Rihanna earned over 350K in song royalties following her Super Bowl performance on Sunday night. She didn’t get paid as past performers did for halftime shows, but her music sales and streams skyrocketed after her medley of hits sparked interest from fans all over the country.
She also capitalized on the event by releasing special edition products for her Fenty Beauty line. The nine-time Grammy winner isn’t just a singer; she’s also a billionaire businesswoman.
Rihanna’s super bowl performance was a hit – and the 34-year-old singer-songwriter made over 350K in song royalties following the show. Her concurrent global listeners on Apple Music increased by 331% immediately after her performance, according to a report from Apple Music the day after the game.
Her medley of hits, which included Umbrella and Diamonds, earned her the most streams on streaming services worldwide in the hour after her performance. And Luminate data shows her catalog of songs saw a 140 percent jump in on-demand streams in the USA after her performance.
As a result, it’s clear that Rihanna’s brand is still very much at the forefront of music lovers’ minds in America. Her brands Fenty Beauty, Fenty Skin, and Savage X Fenty all sold special-edition ‘Game Day’ products to consumers ahead of the Super Bowl.
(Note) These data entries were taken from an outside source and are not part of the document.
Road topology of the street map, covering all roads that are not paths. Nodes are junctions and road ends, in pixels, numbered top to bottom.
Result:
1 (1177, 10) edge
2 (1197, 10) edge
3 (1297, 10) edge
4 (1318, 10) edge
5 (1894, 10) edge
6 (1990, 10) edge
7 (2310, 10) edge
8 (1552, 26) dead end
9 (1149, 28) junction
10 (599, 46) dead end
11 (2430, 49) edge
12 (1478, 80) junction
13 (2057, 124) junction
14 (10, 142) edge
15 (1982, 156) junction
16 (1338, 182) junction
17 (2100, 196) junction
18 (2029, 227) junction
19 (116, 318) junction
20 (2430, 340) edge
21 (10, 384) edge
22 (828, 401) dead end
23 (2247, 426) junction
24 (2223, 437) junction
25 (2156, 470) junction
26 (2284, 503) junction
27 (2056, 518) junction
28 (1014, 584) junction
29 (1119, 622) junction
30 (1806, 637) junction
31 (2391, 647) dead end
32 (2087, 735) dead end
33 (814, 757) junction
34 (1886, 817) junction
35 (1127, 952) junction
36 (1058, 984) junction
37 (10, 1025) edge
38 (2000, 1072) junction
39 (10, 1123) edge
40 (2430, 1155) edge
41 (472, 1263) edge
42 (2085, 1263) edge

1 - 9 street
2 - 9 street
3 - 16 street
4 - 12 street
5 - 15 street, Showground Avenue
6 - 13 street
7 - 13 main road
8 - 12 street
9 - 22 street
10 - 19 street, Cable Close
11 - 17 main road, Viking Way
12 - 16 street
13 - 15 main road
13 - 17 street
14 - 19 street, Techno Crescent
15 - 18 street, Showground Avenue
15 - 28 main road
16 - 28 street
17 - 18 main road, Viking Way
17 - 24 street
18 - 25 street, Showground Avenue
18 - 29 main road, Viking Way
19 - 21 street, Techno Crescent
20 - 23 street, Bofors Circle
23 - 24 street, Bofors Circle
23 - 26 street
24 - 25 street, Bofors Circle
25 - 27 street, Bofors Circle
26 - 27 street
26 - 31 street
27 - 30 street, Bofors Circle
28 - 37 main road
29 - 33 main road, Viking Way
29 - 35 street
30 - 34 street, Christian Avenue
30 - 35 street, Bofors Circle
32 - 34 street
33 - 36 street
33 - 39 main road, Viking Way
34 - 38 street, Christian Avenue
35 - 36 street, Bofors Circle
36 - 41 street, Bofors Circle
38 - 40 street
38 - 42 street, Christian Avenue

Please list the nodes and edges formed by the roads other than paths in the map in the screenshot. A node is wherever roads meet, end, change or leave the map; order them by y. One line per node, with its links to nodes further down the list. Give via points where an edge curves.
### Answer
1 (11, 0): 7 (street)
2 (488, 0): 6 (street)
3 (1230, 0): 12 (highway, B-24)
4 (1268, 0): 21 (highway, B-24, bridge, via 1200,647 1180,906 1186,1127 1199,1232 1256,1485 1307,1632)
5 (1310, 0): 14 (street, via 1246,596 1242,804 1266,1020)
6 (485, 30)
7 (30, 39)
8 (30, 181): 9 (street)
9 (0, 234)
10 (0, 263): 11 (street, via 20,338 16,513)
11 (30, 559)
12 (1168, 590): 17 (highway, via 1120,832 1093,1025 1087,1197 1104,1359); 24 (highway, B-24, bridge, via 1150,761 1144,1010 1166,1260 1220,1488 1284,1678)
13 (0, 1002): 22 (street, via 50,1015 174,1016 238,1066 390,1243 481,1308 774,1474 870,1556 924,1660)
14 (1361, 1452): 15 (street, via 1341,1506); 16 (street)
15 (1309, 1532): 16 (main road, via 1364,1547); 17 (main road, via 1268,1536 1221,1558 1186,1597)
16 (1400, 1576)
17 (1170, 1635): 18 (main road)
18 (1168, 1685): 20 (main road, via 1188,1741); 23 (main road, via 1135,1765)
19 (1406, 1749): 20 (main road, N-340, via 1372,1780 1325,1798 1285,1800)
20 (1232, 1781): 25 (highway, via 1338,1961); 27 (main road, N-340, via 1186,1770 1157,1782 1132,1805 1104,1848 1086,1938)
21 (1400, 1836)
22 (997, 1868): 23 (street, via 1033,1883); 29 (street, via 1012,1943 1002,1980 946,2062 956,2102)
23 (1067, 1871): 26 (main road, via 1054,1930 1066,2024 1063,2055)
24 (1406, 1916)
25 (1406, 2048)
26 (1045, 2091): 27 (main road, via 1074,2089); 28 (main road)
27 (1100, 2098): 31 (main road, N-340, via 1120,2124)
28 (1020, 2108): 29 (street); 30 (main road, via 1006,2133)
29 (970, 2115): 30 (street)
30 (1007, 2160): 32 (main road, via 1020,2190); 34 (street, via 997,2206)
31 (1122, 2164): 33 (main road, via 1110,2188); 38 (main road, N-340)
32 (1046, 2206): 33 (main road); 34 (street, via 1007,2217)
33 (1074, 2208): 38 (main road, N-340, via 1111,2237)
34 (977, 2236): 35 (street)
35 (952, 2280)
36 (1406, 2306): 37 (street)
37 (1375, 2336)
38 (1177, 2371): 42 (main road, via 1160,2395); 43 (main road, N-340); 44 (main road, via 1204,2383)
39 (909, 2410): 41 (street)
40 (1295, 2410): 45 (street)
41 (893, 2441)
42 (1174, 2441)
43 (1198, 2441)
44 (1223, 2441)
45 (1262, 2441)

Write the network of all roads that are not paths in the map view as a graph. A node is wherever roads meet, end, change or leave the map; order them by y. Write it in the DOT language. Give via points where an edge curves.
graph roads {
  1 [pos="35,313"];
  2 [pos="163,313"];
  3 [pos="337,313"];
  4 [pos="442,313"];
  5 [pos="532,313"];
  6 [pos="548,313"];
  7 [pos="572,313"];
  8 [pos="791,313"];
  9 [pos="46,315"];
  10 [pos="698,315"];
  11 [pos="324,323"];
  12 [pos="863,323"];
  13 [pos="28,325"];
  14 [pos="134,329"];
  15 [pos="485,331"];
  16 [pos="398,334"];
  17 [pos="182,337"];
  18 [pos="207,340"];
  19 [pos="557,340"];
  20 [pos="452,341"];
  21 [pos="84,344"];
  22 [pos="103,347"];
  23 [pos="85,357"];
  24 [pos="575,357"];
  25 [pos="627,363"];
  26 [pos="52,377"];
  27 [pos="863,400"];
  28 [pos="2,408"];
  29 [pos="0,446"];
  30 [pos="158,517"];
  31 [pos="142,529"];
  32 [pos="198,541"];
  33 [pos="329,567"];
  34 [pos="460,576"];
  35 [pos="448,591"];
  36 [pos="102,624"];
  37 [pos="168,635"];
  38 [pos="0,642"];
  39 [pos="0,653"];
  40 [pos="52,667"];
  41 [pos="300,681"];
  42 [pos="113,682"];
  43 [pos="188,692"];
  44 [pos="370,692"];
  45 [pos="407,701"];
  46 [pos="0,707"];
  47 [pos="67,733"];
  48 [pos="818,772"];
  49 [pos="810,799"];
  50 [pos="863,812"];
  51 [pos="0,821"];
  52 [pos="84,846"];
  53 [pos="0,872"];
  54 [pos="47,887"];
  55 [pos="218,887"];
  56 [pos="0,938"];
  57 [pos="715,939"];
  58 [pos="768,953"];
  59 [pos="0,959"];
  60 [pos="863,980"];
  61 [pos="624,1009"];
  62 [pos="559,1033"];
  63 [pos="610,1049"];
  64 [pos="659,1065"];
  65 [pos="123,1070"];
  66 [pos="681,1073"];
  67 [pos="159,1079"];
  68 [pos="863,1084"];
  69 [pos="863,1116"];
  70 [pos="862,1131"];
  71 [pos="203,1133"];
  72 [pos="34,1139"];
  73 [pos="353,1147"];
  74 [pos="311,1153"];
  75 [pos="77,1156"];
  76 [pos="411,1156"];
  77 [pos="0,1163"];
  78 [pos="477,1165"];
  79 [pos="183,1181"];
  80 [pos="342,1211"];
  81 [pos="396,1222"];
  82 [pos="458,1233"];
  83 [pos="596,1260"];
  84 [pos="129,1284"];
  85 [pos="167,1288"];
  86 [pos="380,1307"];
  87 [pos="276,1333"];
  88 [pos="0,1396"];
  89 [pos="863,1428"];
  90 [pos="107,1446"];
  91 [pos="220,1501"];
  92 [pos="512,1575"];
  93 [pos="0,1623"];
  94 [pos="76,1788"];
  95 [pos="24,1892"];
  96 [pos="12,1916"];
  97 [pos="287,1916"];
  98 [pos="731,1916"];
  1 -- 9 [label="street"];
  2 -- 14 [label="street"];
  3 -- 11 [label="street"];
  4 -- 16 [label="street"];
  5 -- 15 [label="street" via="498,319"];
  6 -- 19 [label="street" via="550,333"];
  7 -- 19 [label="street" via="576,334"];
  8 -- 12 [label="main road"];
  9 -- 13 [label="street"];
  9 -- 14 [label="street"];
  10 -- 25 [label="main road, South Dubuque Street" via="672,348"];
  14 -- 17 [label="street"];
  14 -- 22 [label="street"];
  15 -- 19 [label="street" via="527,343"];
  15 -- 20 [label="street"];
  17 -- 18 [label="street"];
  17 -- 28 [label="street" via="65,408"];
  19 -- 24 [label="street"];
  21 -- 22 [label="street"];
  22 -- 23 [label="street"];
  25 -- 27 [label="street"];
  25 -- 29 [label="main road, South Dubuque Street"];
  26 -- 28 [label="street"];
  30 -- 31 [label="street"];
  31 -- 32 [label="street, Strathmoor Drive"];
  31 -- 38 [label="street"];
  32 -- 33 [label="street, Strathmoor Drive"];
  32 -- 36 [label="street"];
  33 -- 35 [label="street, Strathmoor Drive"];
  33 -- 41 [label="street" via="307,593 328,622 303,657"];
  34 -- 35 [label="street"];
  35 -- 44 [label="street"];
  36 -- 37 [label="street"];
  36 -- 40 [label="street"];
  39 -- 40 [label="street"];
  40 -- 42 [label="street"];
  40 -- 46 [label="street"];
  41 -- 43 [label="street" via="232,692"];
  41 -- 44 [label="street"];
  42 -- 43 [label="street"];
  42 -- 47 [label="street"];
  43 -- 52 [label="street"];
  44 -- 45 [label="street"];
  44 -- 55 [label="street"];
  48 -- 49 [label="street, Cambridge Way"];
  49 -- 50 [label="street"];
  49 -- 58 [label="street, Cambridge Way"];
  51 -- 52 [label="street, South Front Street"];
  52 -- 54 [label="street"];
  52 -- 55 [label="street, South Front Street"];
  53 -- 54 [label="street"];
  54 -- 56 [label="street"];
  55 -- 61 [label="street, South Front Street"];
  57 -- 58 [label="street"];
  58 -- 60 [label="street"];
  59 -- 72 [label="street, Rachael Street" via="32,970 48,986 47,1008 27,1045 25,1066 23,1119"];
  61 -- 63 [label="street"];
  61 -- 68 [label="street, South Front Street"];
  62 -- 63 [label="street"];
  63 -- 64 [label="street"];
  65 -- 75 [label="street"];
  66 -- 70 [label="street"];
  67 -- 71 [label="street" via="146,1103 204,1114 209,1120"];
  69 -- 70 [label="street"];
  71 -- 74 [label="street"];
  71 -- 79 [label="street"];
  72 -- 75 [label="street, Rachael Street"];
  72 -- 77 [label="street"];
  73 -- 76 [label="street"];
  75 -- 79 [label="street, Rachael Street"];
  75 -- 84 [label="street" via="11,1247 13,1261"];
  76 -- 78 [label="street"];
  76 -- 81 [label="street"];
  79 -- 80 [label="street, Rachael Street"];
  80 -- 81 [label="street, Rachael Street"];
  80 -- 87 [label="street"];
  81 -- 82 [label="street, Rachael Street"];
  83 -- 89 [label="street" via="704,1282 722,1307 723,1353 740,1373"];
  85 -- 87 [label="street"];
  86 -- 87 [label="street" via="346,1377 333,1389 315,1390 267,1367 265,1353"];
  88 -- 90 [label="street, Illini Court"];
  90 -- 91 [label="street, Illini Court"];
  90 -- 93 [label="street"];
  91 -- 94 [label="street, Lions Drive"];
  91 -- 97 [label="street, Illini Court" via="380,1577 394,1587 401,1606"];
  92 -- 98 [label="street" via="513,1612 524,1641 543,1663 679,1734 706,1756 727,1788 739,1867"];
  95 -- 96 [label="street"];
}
Rihanna earned over 350K in song royalties following her super bowl performance. Her songs “B-Better Have My Money,” “Rude Boy,” “Work,” and “Umbrella” saw massive boosts on streaming platforms after her performance.
Diamonds are a unique mineral because it is the only gem made up of a single element, carbon. Its crystal structure is isometric, which means that all the carbon atoms bond in essentially the same way in all directions.
Diamonds form very deep in the earth’s mantle, about 100 miles below the surface. They are primarily brought to the surface by deep-source volcanic eruptions that bring parts of the mantle back to the surface.
3. We Found Love
Rihanna had one of the best performances at the Super Bowl – she sang some of her biggest hits and even revealed that she was expecting another child with rapper A$AP Rocky. Her performance captivated the audience and went down in history as one of the greatest halftime shows ever.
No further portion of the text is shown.